## EXERCISE OBJECTIVE:
Can you find the lines of the listing that include "lane" and copy every one?

---- RECORDS SHOWN

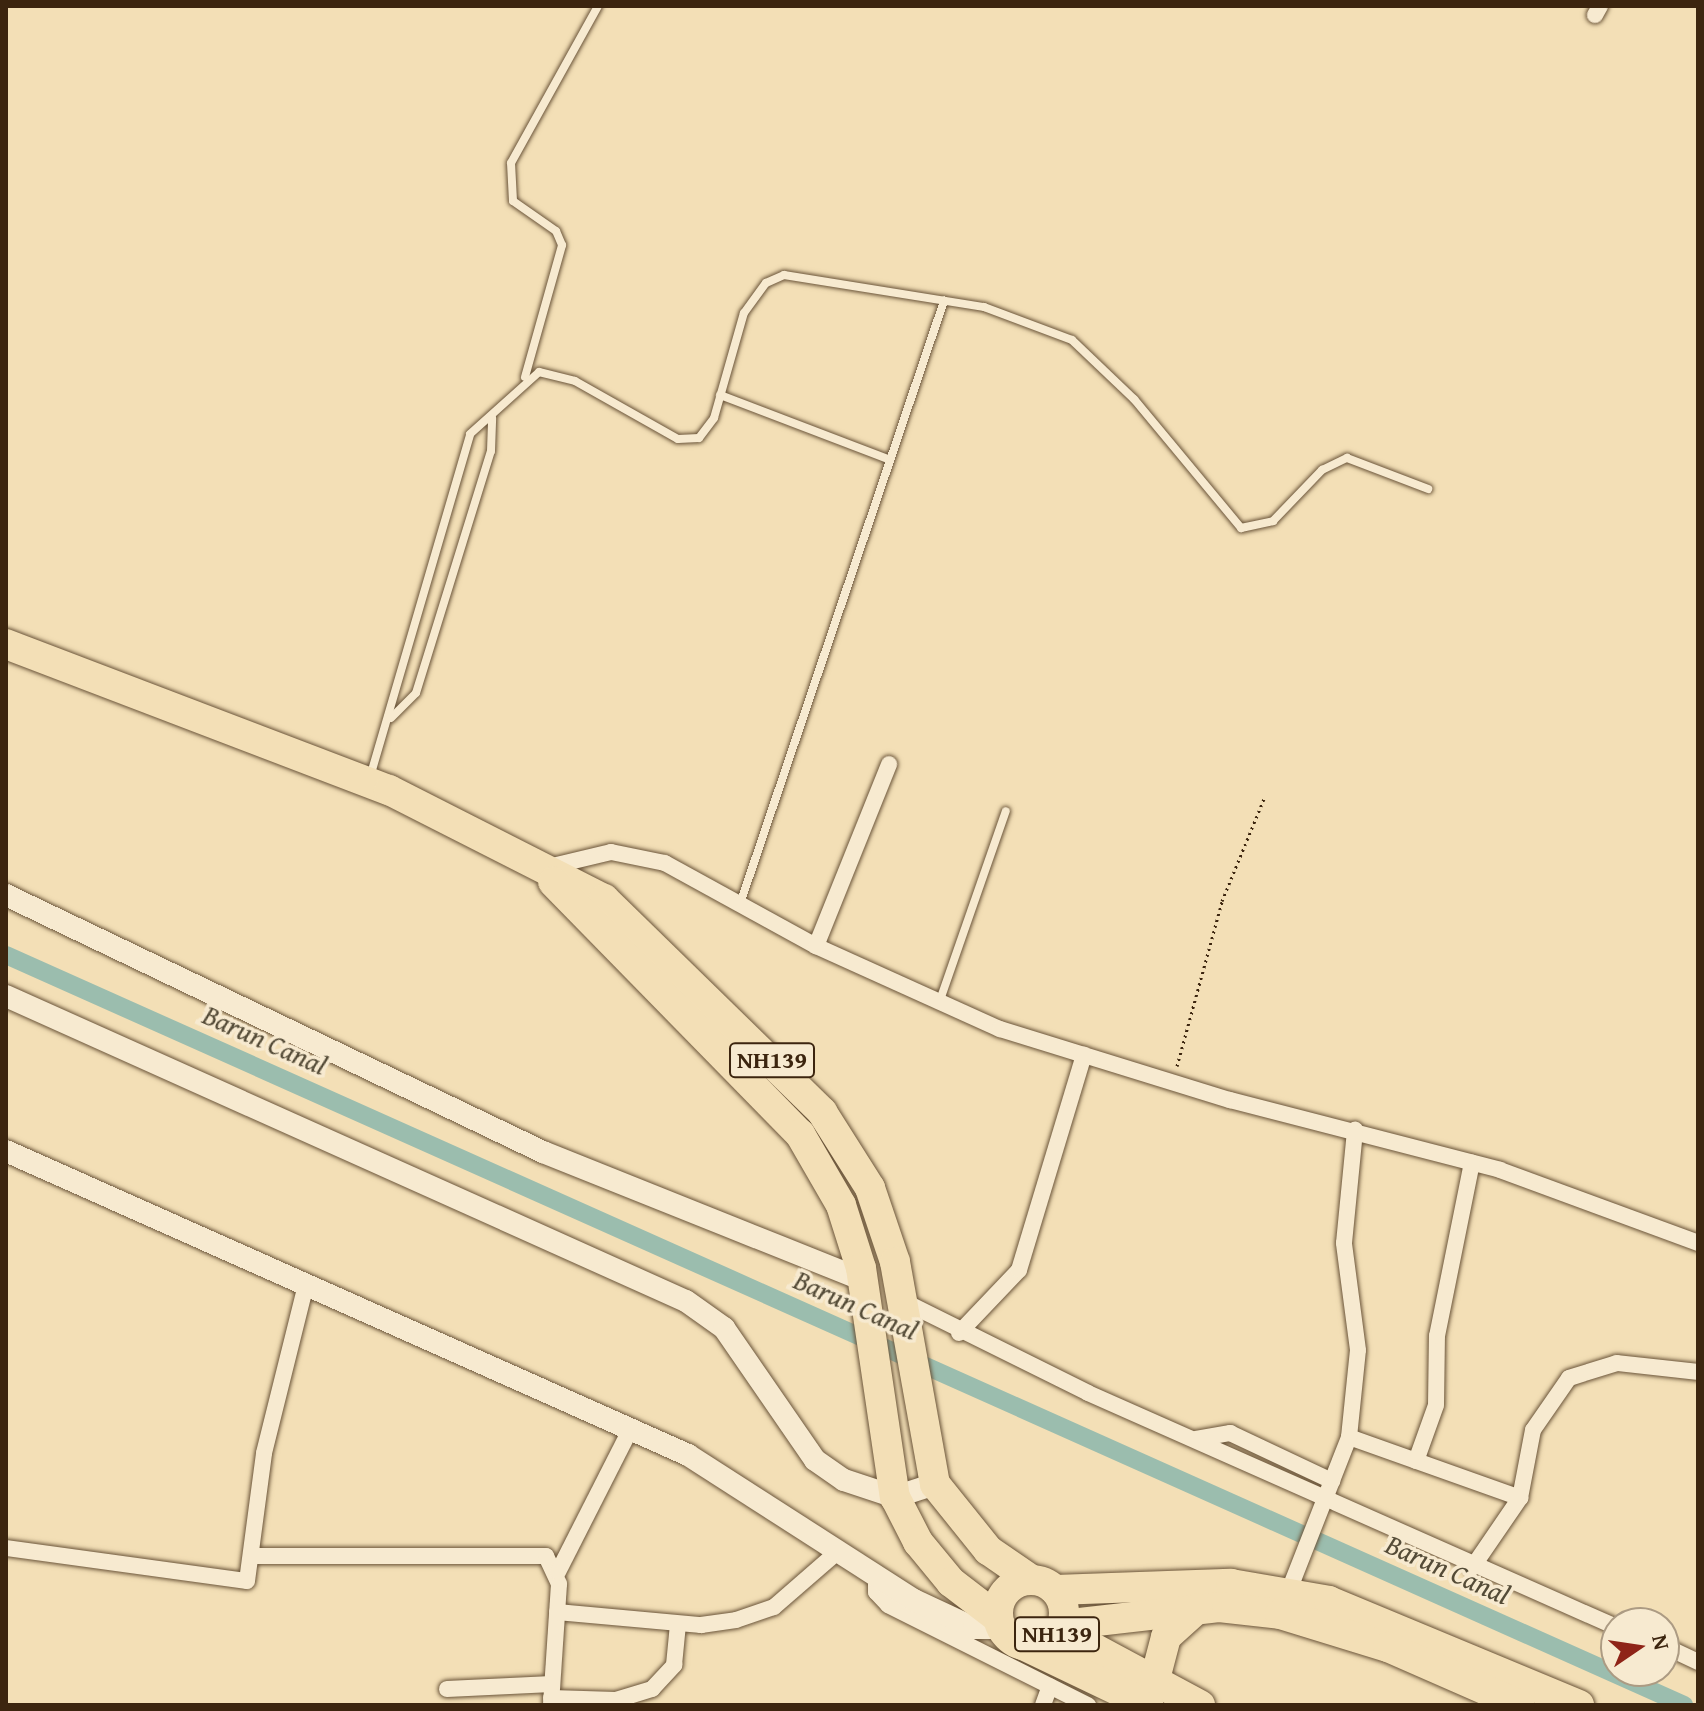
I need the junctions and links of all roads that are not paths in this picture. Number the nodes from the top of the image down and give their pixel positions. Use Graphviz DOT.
graph roads {
  1 [pos="598,6"];
  2 [pos="944,301"];
  3 [pos="525,377"];
  4 [pos="720,395"];
  5 [pos="492,418"];
  6 [pos="890,460"];
  7 [pos="1428,489"];
  8 [pos="6,644"];
  9 [pos="391,718"];
  10 [pos="889,764"];
  11 [pos="368,782"];
  12 [pos="1006,811"];
  13 [pos="541,871"];
  14 [pos="6,895"];
  15 [pos="740,904"];
  16 [pos="816,946"];
  17 [pos="6,996"];
  18 [pos="939,1003"];
  19 [pos="1084,1055"];
  20 [pos="1355,1130"];
  21 [pos="8,1157"];
  22 [pos="1472,1162"];
  23 [pos="1698,1243"];
  24 [pos="306,1285"];
  25 [pos="865,1293"];
  26 [pos="903,1310"];
  27 [pos="959,1333"];
  28 [pos="1698,1372"];
  29 [pos="630,1430"];
  30 [pos="1349,1437"];
  31 [pos="1196,1439"];
  32 [pos="1416,1461"];
  33 [pos="1332,1481"];
  34 [pos="935,1484"];
  35 [pos="895,1497"];
  36 [pos="1520,1498"];
  37 [pos="1322,1500"];
  38 [pos="6,1548"];
  39 [pos="835,1554"];
  40 [pos="254,1556"];
  41 [pos="1472,1568"];
  42 [pos="558,1572"];
  43 [pos="876,1577"];
  44 [pos="1042,1584"];
  45 [pos="1288,1593"];
  46 [pos="1198,1608"];
  47 [pos="557,1612"];
  48 [pos="1600,1620"];
  49 [pos="678,1624"];
  50 [pos="1061,1628"];
  51 [pos="1007,1630"];
  52 [pos="1050,1686"];
  53 [pos="447,1689"];
  54 [pos="1152,1692"];
  55 [pos="551,1696"];
  56 [pos="1043,1705"];
  57 [pos="1088,1705"];
  58 [pos="1200,1705"];
  59 [pos="1520,1705"];
  60 [pos="1579,1705"];
  1 -- 3 [label="lane"];
  2 -- 4 [label="lane"];
  2 -- 6 [label="lane"];
  2 -- 7 [label="lane"];
  3 -- 4 [label="lane"];
  3 -- 5 [label="lane"];
  4 -- 6 [label="lane"];
  5 -- 9 [label="lane"];
  5 -- 9 [label="lane"];
  6 -- 15 [label="lane"];
  8 -- 11 [label="highway, NH139"];
  9 -- 11 [label="lane"];
  10 -- 16 [label="street"];
  11 -- 13 [label="highway, NH139"];
  12 -- 18 [label="lane"];
  13 -- 15 [label="street"];
  13 -- 25 [label="highway, NH139"];
  13 -- 26 [label="highway, NH139"];
  14 -- 25 [label="main road"];
  15 -- 16 [label="street"];
  16 -- 18 [label="street"];
  17 -- 35 [label="main road"];
  18 -- 19 [label="street"];
  19 -- 20 [label="street"];
  19 -- 27 [label="street"];
  20 -- 22 [label="street"];
  20 -- 30 [label="street"];
  21 -- 24 [label="main road"];
  22 -- 23 [label="street"];
  22 -- 32 [label="street"];
  24 -- 29 [label="main road"];
  24 -- 40 [label="street"];
  25 -- 35 [label="highway, NH139"];
  26 -- 27 [label="street"];
  26 -- 34 [label="highway, NH139"];
  27 -- 31 [label="street"];
  28 -- 36 [label="street"];
  29 -- 39 [label="main road"];
  29 -- 42 [label="street"];
  30 -- 32 [label="street"];
  30 -- 33 [label="street"];
  31 -- 33 [label="street"];
  31 -- 37 [label="street"];
  32 -- 36 [label="street"];
  33 -- 37 [label="street"];
  34 -- 35 [label="main road"];
  34 -- 44 [label="highway, NH139"];
  35 -- 51 [label="highway, NH139"];
  36 -- 41 [label="street"];
  37 -- 41 [label="street"];
  37 -- 45 [label="street"];
  38 -- 40 [label="street"];
  39 -- 43 [label="main road"];
  39 -- 49 [label="street"];
  40 -- 42 [label="street"];
  41 -- 48 [label="street"];
  42 -- 47 [label="street"];
  43 -- 51 [label="main road"];
  43 -- 52 [label="street"];
  44 -- 45 [label="highway"];
  44 -- 50 [label="highway, NH139"];
  44 -- 51 [label="highway, NH139"];
  45 -- 60 [label="highway"];
  46 -- 50 [label="highway"];
  46 -- 54 [label="highway"];
  46 -- 59 [label="highway"];
  47 -- 49 [label="street"];
  47 -- 55 [label="street"];
  49 -- 55 [label="street"];
  50 -- 51 [label="highway, NH139"];
  50 -- 54 [label="highway, NH139"];
  51 -- 54 [label="highway, NH139"];
  52 -- 56 [label="street"];
  52 -- 57 [label="street"];
  53 -- 55 [label="street"];
  54 -- 58 [label="highway, NH139"];
}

--------

## RESULT BELOW:
  1 -- 3 [label="lane"];
  2 -- 4 [label="lane"];
  2 -- 6 [label="lane"];
  2 -- 7 [label="lane"];
  3 -- 4 [label="lane"];
  3 -- 5 [label="lane"];
  4 -- 6 [label="lane"];
  5 -- 9 [label="lane"];
  5 -- 9 [label="lane"];
  6 -- 15 [label="lane"];
  9 -- 11 [label="lane"];
  12 -- 18 [label="lane"];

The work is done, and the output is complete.